SMITH: It's unclear where the judge will draw the line. One juror wrote her personal connection was, quote, "being a 29-year-old female, just like one of the victims." Equally challenging is who should be disqualified for opposing the death penalty. By law, jurors have to be open to it, and many can be easily ruled in or out. But what to do, for example, with the woman who told the judge she's categorically opposed to capital punishment, but when pressed, eventually conceded she might be for it maybe if her own child were the victim.
HOOSE: There are shades of gray. And, I mean, this does get confusing and muddy. Some jurors do go back and forth.
SMITH: While defense attorneys have unsuccessfully argued before that it would be impossible to find impartial jurors here, former federal judge Nancy Gertner says citing the opinions of actual jurors now bolsters their case.
NANCY GERTNER: This is now basically arguing that those predictions are borne out. I mean, it's essentially saying, see - we were right.
SMITH: The judge has insisted impartial jurors can be found here, but he's also left the door open to reconsidering. Gertner says there is good reason to doubt whether jurors can really set aside a personal connection to the bombing, even when they say they can.
GERTNER: The notion that you can take a bad fact - a prejudicial fact and then easily compartmentalize it so it doesn't bleed into the rest of your view of the case - that is extraordinarily difficult -extraordinarily difficult.

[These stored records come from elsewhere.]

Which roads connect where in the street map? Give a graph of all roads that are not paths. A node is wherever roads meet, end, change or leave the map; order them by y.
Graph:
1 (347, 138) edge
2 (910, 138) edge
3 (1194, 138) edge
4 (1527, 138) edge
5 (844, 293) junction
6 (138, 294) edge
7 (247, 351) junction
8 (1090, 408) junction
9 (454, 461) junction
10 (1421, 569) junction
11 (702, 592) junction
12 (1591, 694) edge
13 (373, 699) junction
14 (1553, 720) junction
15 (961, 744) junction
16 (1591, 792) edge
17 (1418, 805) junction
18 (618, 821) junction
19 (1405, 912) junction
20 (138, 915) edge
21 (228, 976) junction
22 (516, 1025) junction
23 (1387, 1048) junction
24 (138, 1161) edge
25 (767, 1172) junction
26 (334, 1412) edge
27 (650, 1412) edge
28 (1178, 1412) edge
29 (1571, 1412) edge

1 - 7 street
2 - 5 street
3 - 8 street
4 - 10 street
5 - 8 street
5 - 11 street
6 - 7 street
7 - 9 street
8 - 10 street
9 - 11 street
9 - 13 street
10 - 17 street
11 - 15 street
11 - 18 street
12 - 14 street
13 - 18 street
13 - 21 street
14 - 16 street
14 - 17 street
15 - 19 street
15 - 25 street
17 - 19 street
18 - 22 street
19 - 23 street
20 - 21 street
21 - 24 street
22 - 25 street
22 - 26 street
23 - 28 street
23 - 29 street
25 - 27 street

SMITH: If Tsarnaev is ultimately convicted, jury selection is likely to be grounds for appeal. When you screen out all jurors who oppose the death penalty and all those with pre-existing opinions on guilt or with personal connections, defense attorneys say those few who survive the winnowing will not be representative of the community as the Constitution requires. Tovia Smith, NPR News, Boston.